An Experimental and Theoretical Study of Biodegradable Gemini Surfactants and Surfactant/Carbon Nanotubes (CNTs) Mixtures as New Corrosion Inhibitor

Abstract

Inhibition performance of noncovalent functionalization of carbon nanotubes (CNTs) with biodegradable gemini surfactants on mild steel surface in 2 M hydrochloric acid solution was examined by potentiodynamic polarization, electrochemical impedance spectroscopy and quantum chemical calculations. Ultraviolet–visible (UV–vis) spectroscopy, thermogravimetric analysis, Raman analysis, and zeta-potential (Z-potential) measurements are also applied to discuss the stability of studied solutions.
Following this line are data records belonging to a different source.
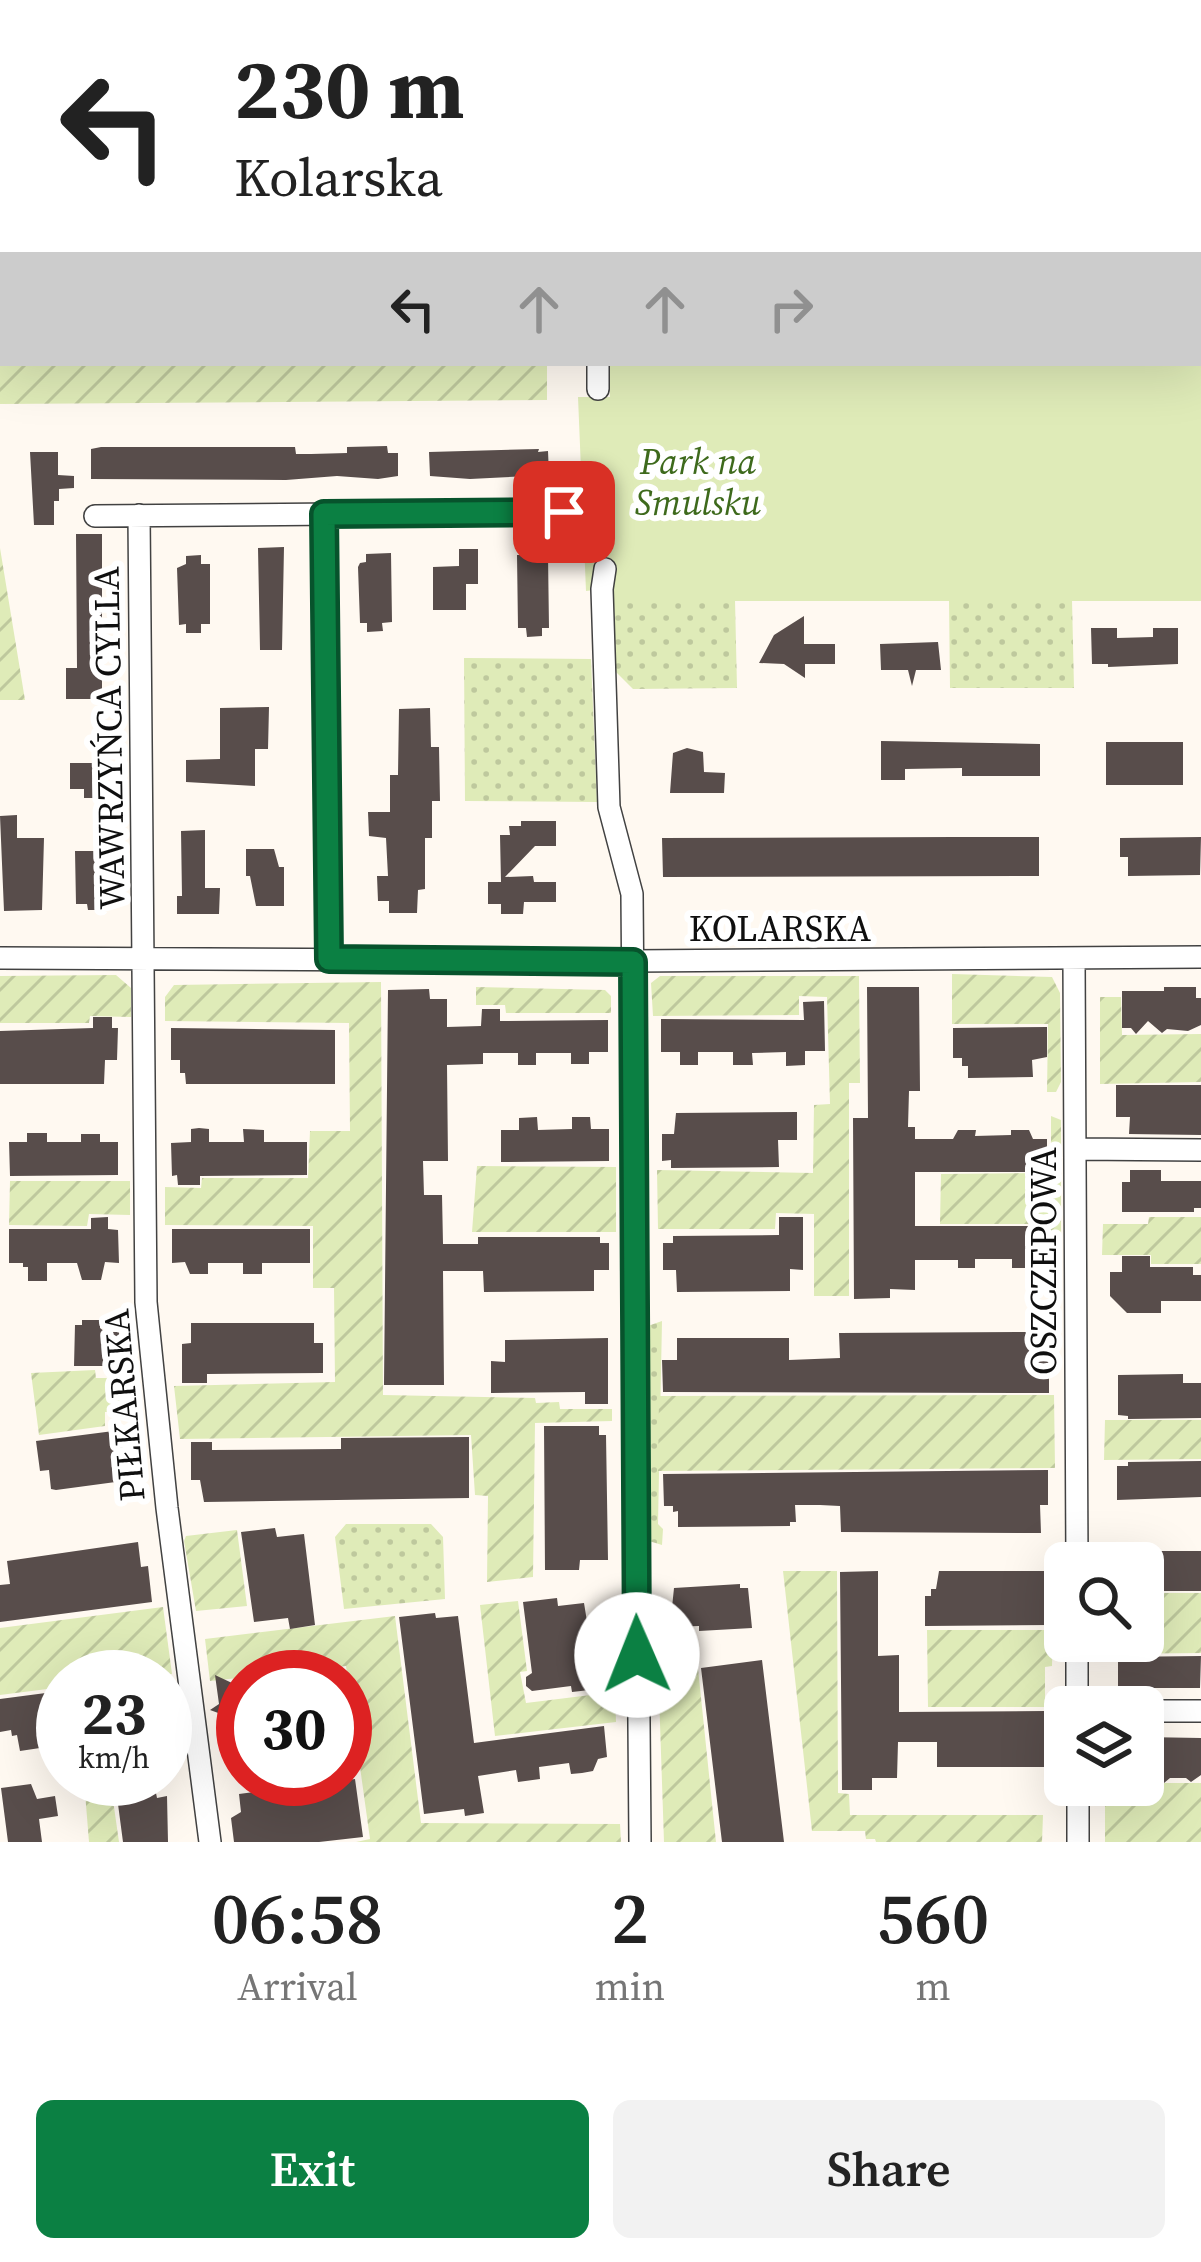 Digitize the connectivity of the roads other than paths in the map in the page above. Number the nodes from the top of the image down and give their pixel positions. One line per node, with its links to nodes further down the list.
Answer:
1 (598, 366): 2 (street)
2 (598, 389)
3 (564, 512): 4 (street, WAWRZYŃCA CYLLA)
4 (324, 514): 5 (street, WAWRZYŃCA CYLLA); 11 (street)
5 (139, 515): 6 (street, WAWRZYŃCA CYLLA); 10 (street, WAWRZYŃCA CYLLA)
6 (95, 516)
7 (605, 568): 13 (street)
8 (1201, 957): 12 (street, KOLARSKA)
9 (0, 958): 10 (street, KOLARSKA)
10 (145, 959): 11 (street, KOLARSKA); 20 (street, PIŁKARSKA)
11 (329, 959): 13 (street, KOLARSKA)
12 (1074, 960): 13 (street, KOLARSKA); 14 (street, OSZCZEPOWA)
13 (633, 962): 21 (street)
14 (1076, 1149): 15 (street); 16 (street, OSZCZEPOWA)
15 (1201, 1150)
16 (1077, 1542)
17 (1164, 1711): 18 (street)
18 (1201, 1711)
19 (1078, 1806): 22 (street)
20 (210, 1842)
21 (640, 1842)
22 (1078, 1842) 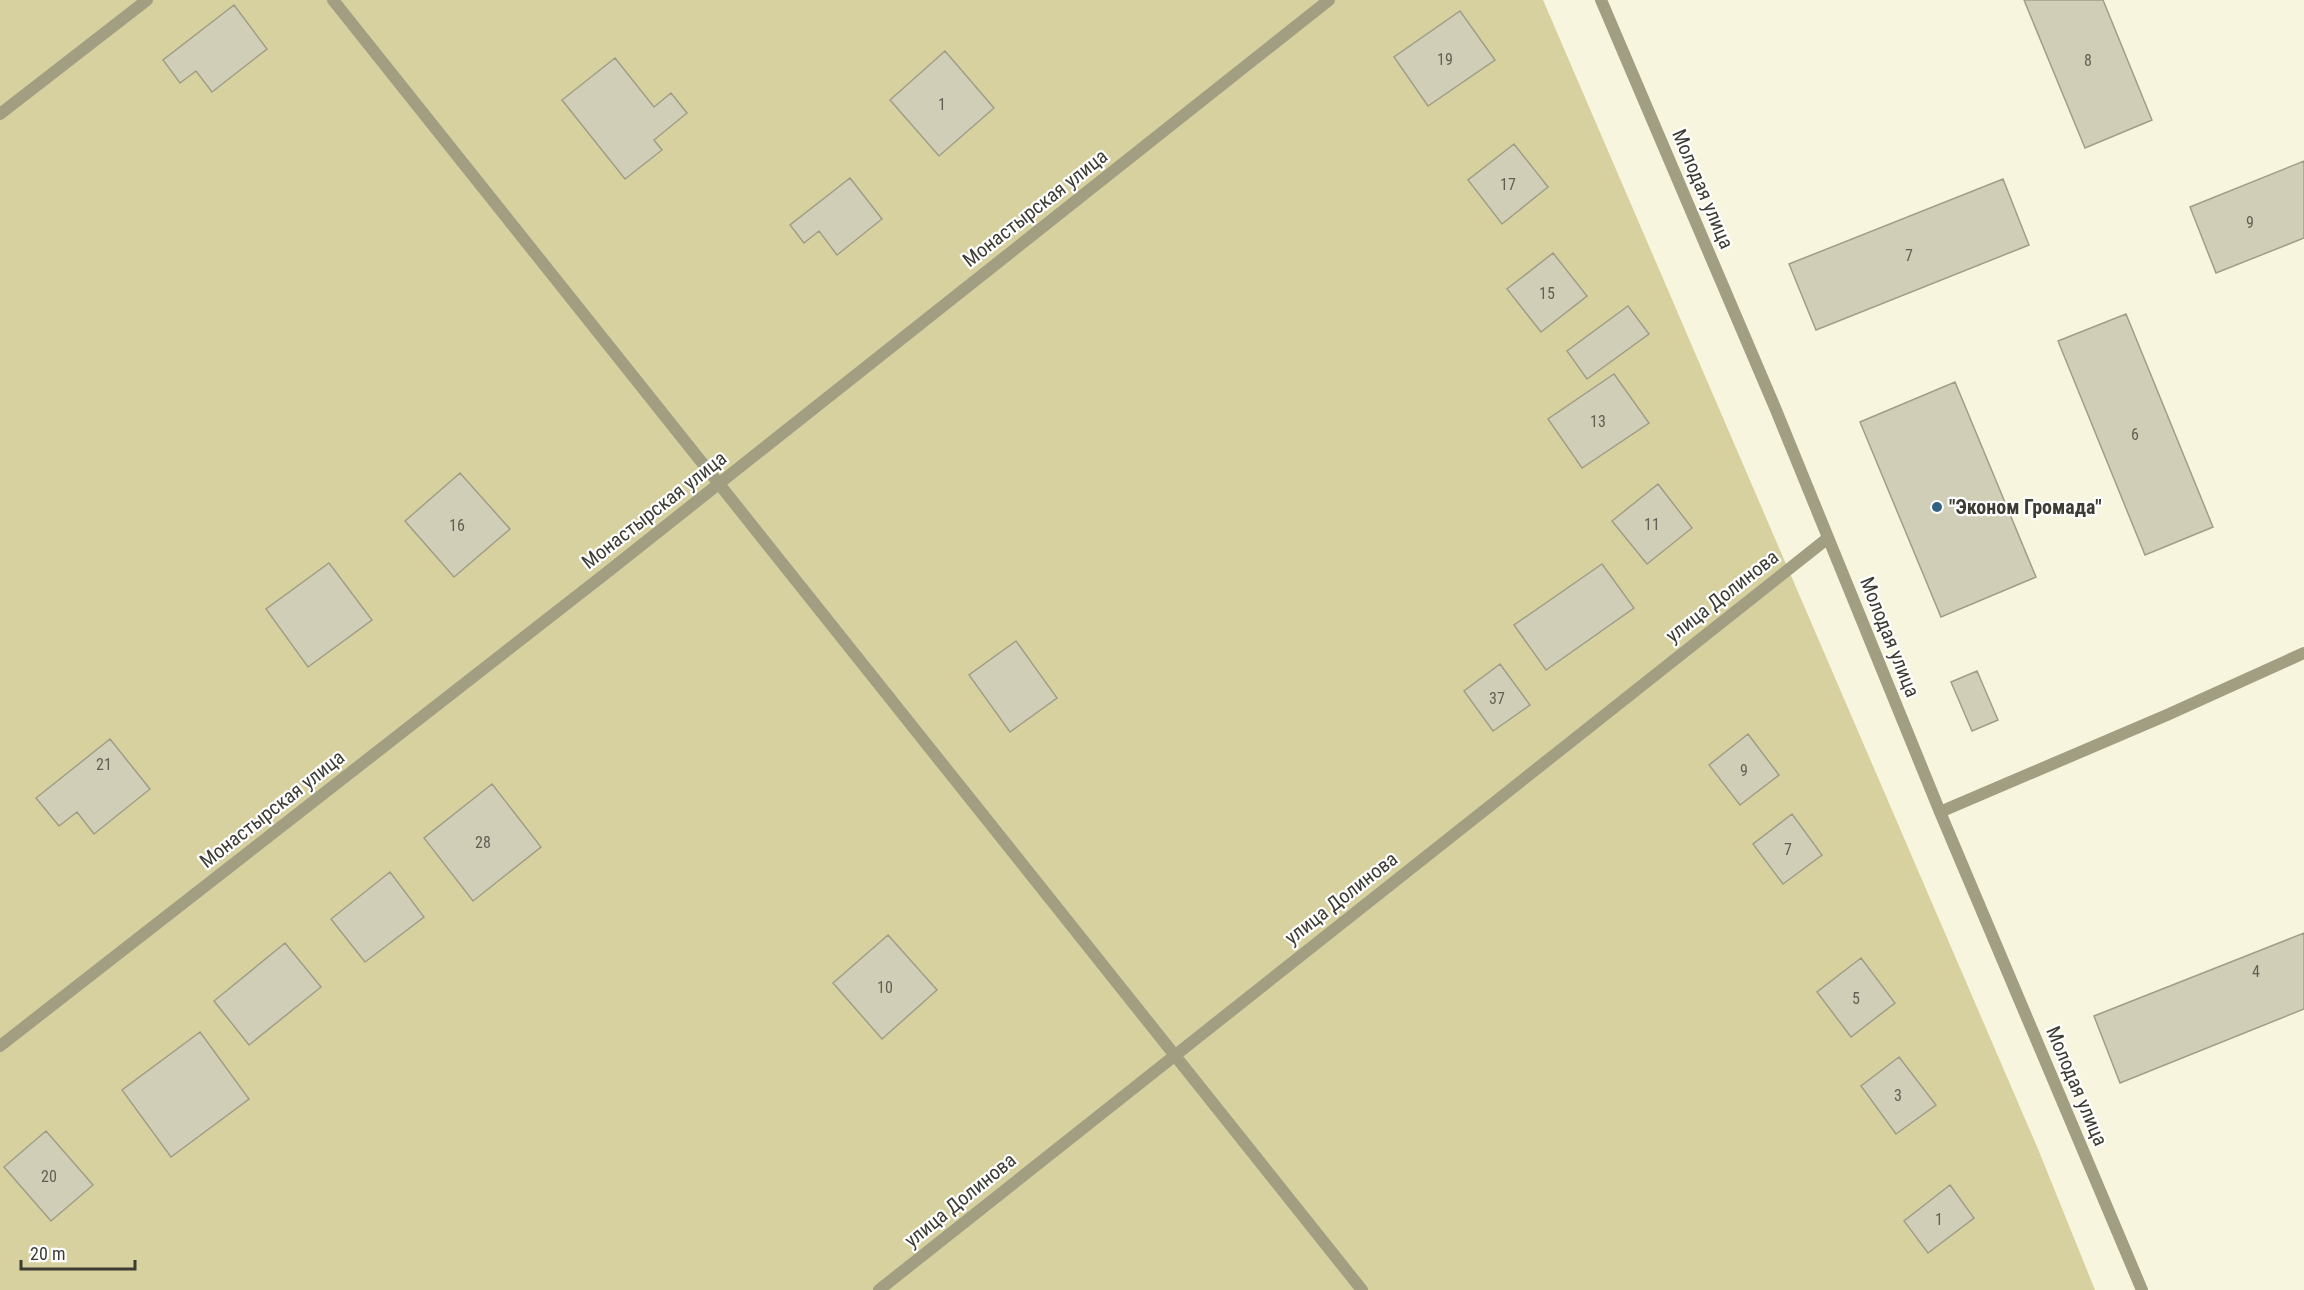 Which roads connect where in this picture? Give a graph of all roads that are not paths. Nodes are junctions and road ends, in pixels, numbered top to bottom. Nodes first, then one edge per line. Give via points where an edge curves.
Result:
1 (147, 0) edge
2 (333, 0) edge
3 (1329, 0) edge
4 (1600, 0) edge
5 (0, 114) edge
6 (719, 484) junction
7 (1828, 538) junction
8 (2304, 653) edge
9 (1940, 812) junction
10 (0, 1046) edge
11 (1174, 1054) junction
12 (879, 1290) edge
13 (1362, 1290) edge
14 (2142, 1290) edge

1 - 5 street
2 - 6 street
3 - 6 street, Монастырская улица
4 - 7 street, Молодая улица
6 - 10 street, Монастырская улица
6 - 11 street
7 - 9 street, Молодая улица
7 - 11 street, улица Долинова
8 - 9 street
9 - 14 street, Молодая улица
11 - 12 street, улица Долинова
11 - 13 street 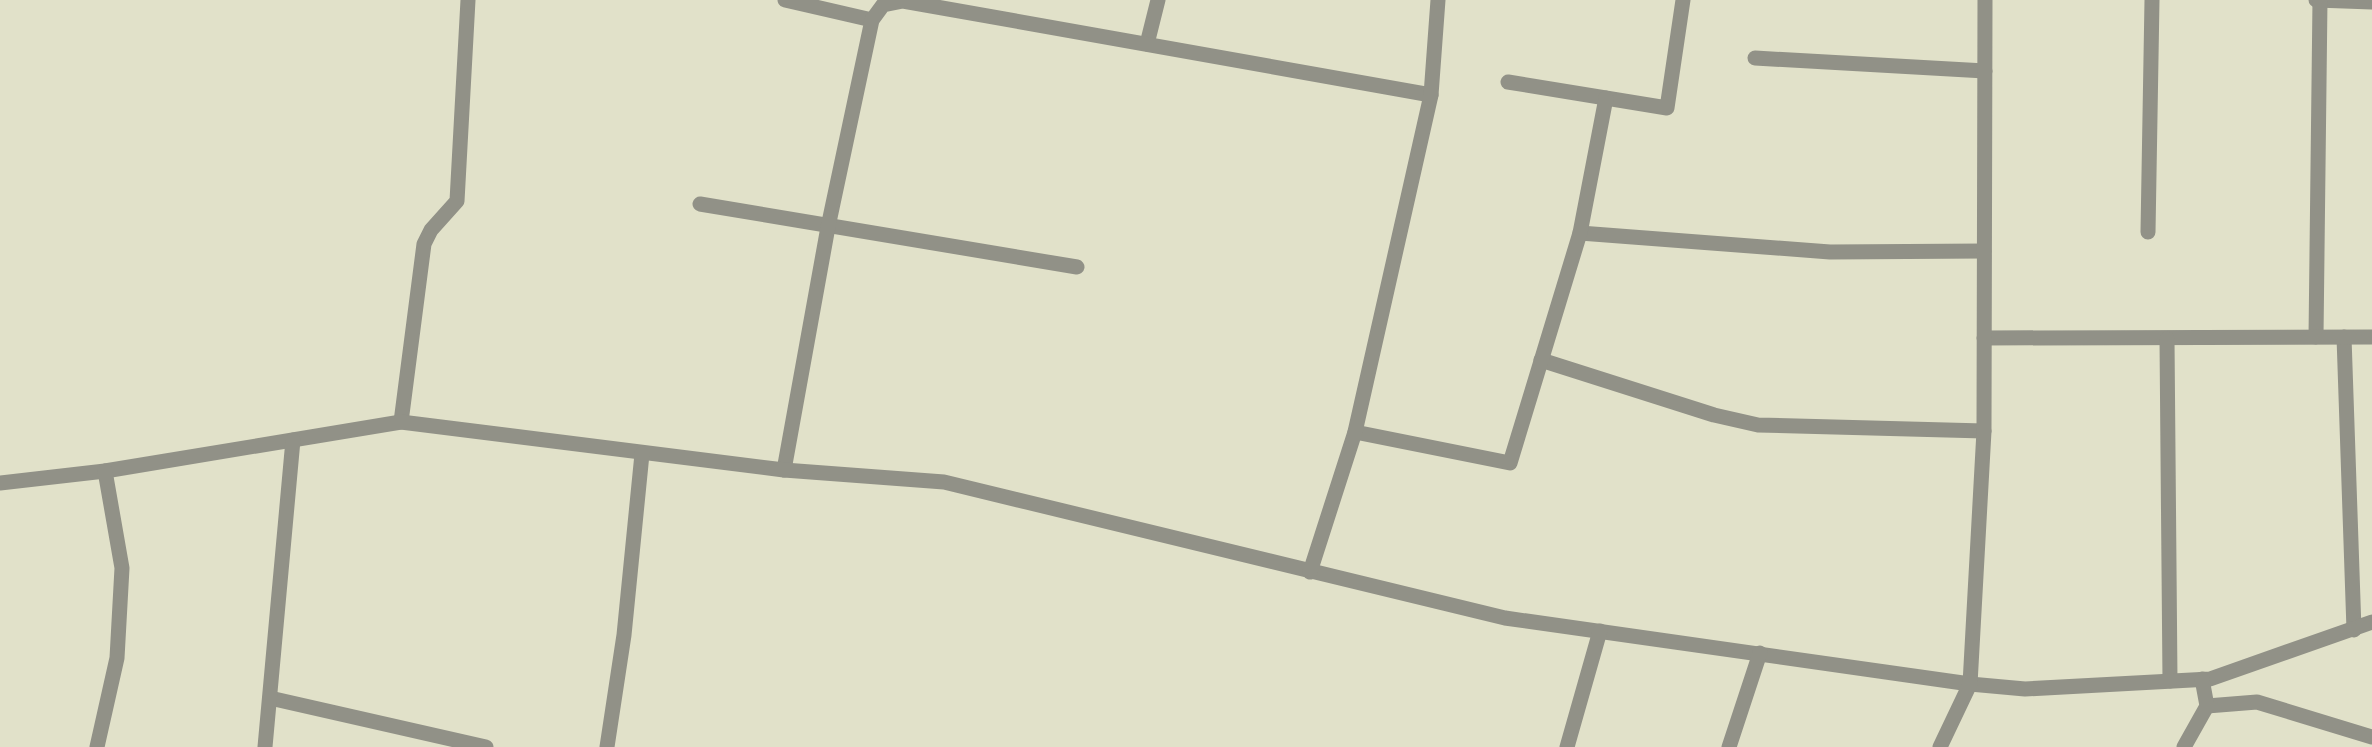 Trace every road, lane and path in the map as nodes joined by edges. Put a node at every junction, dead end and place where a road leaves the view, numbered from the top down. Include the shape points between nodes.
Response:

Ester-containing cationic surfactants; monomeric betainate, dodecyl esterquat gemini (ET), and dodecyl betainate gemini (BT) were used as potentially superior noncovalent functionalization agents for CNT-based formulations. For the first time, the anticorrosive efficiency of these surfactants on mild steel was investigated. The noncovalent functionalization of CNTs with ester-containing surfactants showed more appropriate inhibition properties at higher surfactant concentrations as a result of further dispersing ability. The best inhibition efficiency (IEE = 93%) is reported for BT (2.5 mM)-suspended nanotubes, while the effectiveness is decreased (IEE = 12%) dramatically at low concentration (0.1 mM). Surface observations are also employed to verify the corrosion protection of mild steel covered with noncovalent functionalization of CNTs. Density functional theory was employed for quantum chemical calculations, and a good correlation between experimental data and theoretical data has been obtained.